The Nebraska Supreme Court ruled this week that the state’s top election official did not have the power to take away the voting rights of people who had been convicted of a crime. This could add hundreds of new voters to the rolls and possibly change the outcome of the election on November 5.
The United States Civil Liberties Union says that Bob Evnen’s order could have kept at least 7,000 Nebraskans from voting in the upcoming election. Many of them live in Nebraska’s 2nd Congressional District, which is focused on Omaha. This is an area where both the presidency and the makeup of Congress could be at stake.
In July, Evnen told county election officials in Nebraska to not let people who had been convicted of a crime register to vote, citing a statement from the state attorney general. That opinion, which Evnen had asked for, said that a law passed by the Legislature this year that lets people who have finished their felony sentences vote right away again was illegal.
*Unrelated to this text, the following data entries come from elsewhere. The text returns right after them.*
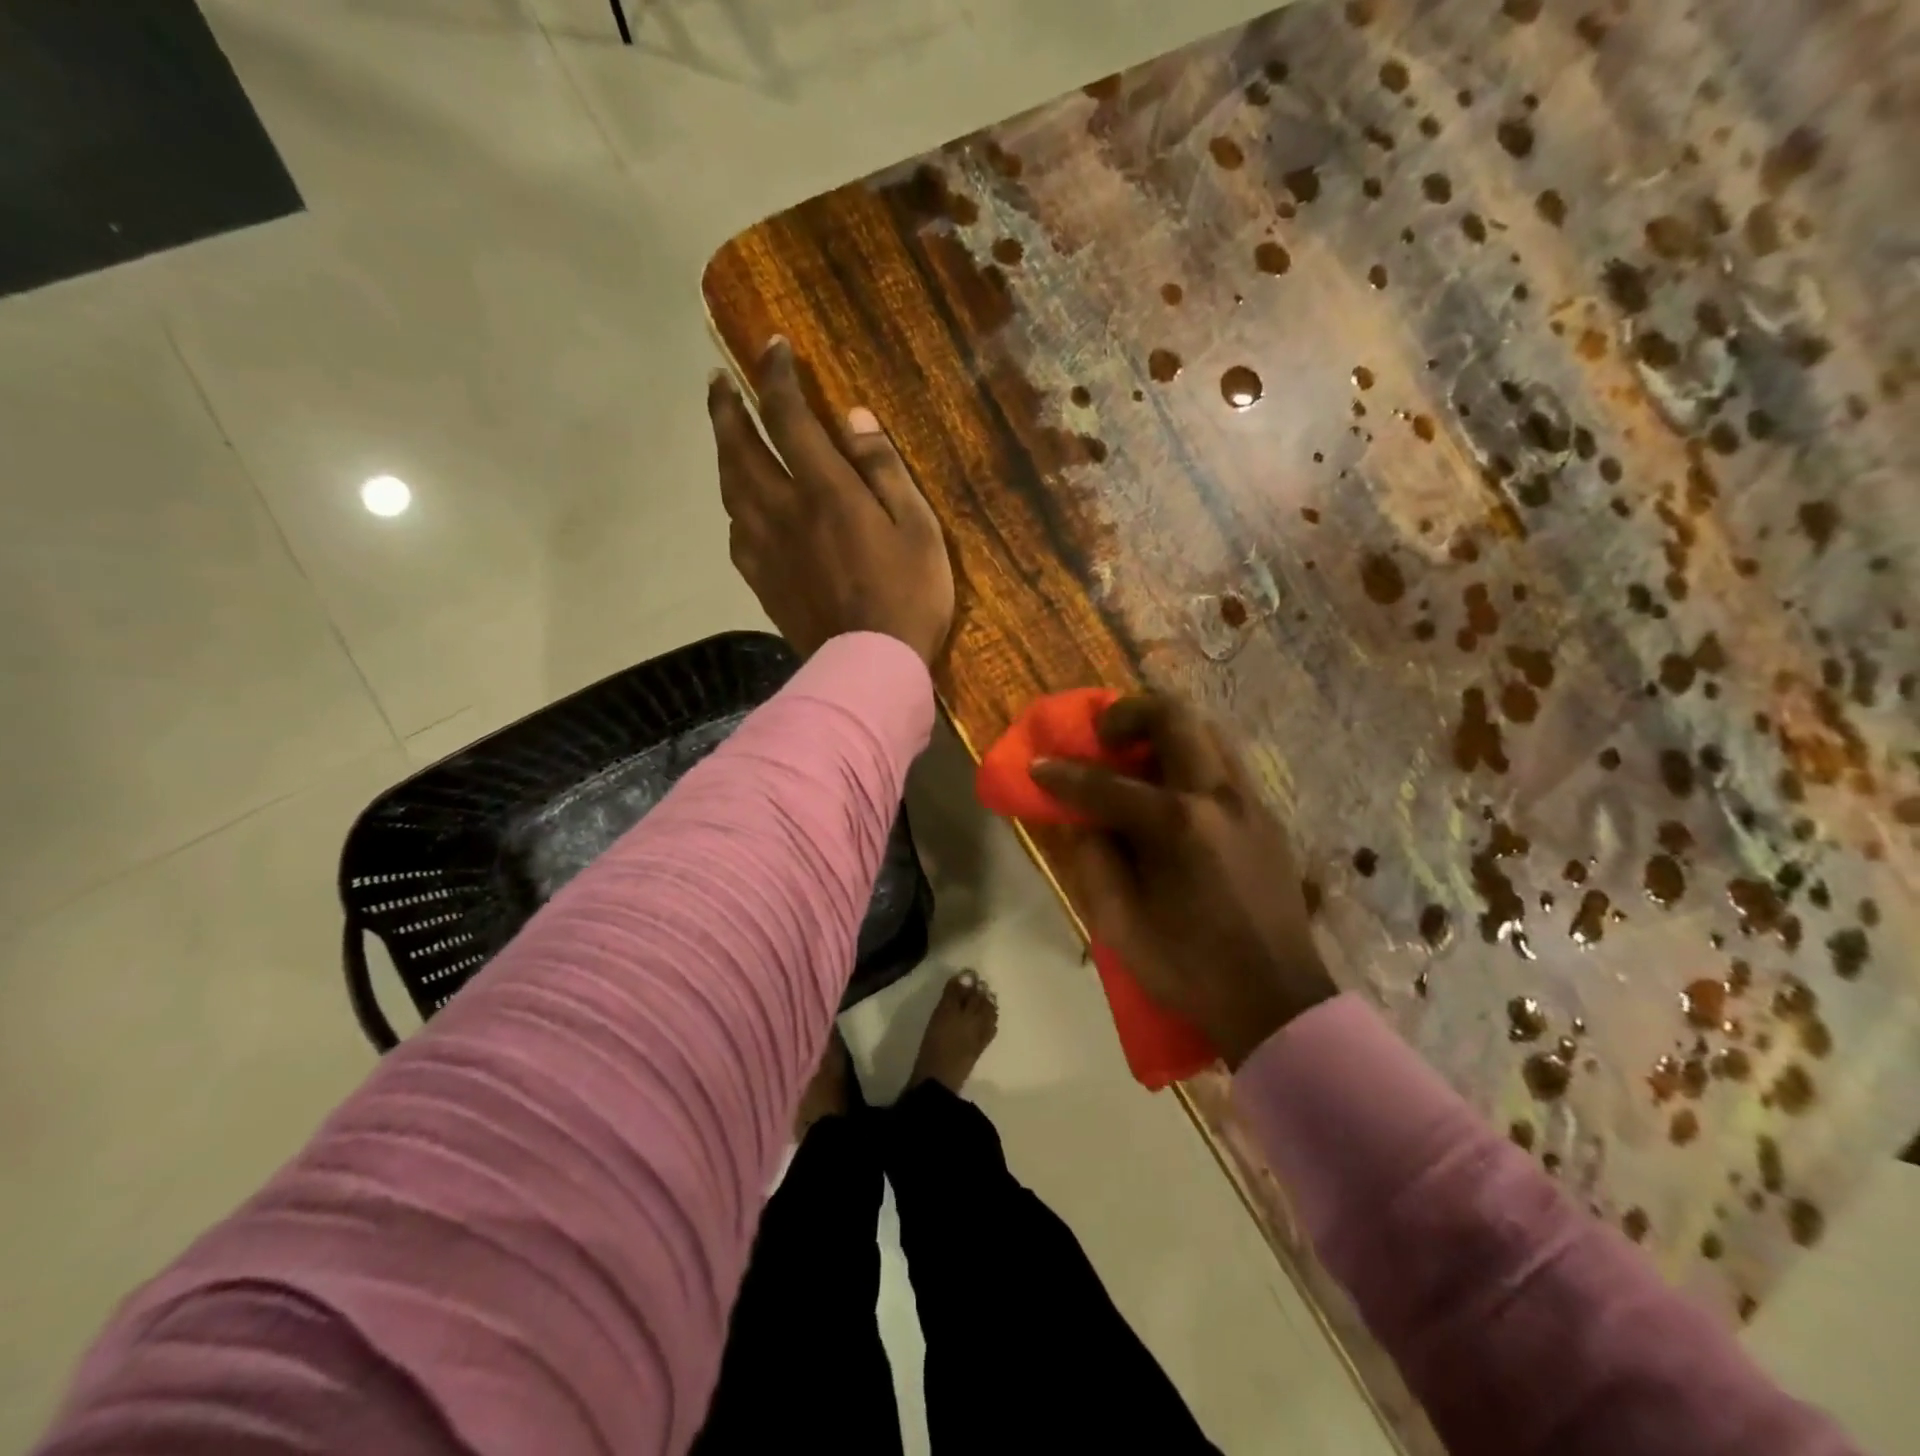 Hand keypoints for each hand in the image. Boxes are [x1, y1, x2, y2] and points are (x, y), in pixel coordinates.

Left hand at [708, 338, 954, 667]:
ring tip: (725, 435)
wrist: (871, 666)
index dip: (776, 375)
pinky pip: (735, 535)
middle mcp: (784, 511)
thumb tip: (854, 418)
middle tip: (718, 383)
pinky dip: (733, 509)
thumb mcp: (918, 527)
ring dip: (723, 454)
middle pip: (741, 448)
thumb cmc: (909, 596)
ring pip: (730, 490)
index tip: (773, 347)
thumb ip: (885, 470)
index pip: (788, 417)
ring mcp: (766, 549)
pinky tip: (739, 508)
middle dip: (727, 408)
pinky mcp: (762, 582)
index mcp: (825, 491)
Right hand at [1032, 696, 1334, 1066]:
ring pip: (1207, 730)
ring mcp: (1250, 802)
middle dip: (1127, 714)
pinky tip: (1175, 794)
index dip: (1064, 775)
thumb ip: (1093, 860)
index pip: (1107, 785)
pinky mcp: (1268, 816)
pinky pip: (1226, 763)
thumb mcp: (1120, 924)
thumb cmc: (1190, 969)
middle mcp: (1218, 797)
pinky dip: (1192, 758)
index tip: (1038, 766)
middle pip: (1173, 718)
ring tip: (1138, 760)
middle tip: (1104, 739)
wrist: (1277, 1001)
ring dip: (1165, 732)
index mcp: (1177, 826)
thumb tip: (1082, 818) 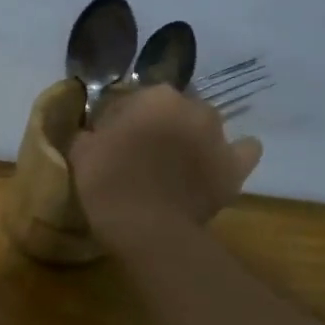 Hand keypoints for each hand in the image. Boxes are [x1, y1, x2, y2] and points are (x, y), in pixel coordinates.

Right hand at [69, 84, 262, 246]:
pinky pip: (242, 151)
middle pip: (172, 110)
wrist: (148, 228)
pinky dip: (230, 155)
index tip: (107, 140)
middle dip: (158, 125)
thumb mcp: (81, 151)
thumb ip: (90, 132)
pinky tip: (215, 165)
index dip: (118, 120)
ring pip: (205, 127)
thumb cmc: (108, 183)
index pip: (132, 99)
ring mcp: (220, 137)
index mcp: (154, 97)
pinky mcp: (236, 167)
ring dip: (191, 138)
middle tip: (139, 152)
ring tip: (175, 164)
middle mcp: (193, 107)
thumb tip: (95, 132)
In the high court’s decision, Justice Lindsey Miller-Lerman said, “Patty and Selma at the Dept. of Motor Vehicles might not be constitutional scholars, but they understand that they are expected to follow the law.”
She was criticizing Evnen and Attorney General Mike Hilgers for saying the law was unconstitutional on their own.
“Do we really want to live in a world where any state worker who thinks a law is wrong can ignore it?”
Nebraska is mostly Republican, but it is one of only two states (the other being Maine) that divides its Electoral College votes by congressional district. Barack Obama won the district’s one vote in 2008, and Joe Biden got it again in 2020. There are two districts in the Omaha area. Polls show that the race for president in 2024 will be very close. One electoral vote could decide the winner.
After the district’s lines were changed in 2021, there are now more Republicans than Democrats by more than 13,000. But there are also about 114,000 voters in the area who don’t vote for any party. Biden beat former President Trump there by more than 22,000 votes in 2020.
Democratic presidential candidate Kamala Harris and Democratic groups have spent a lot more money than Trump and Republican groups to get that important electoral vote.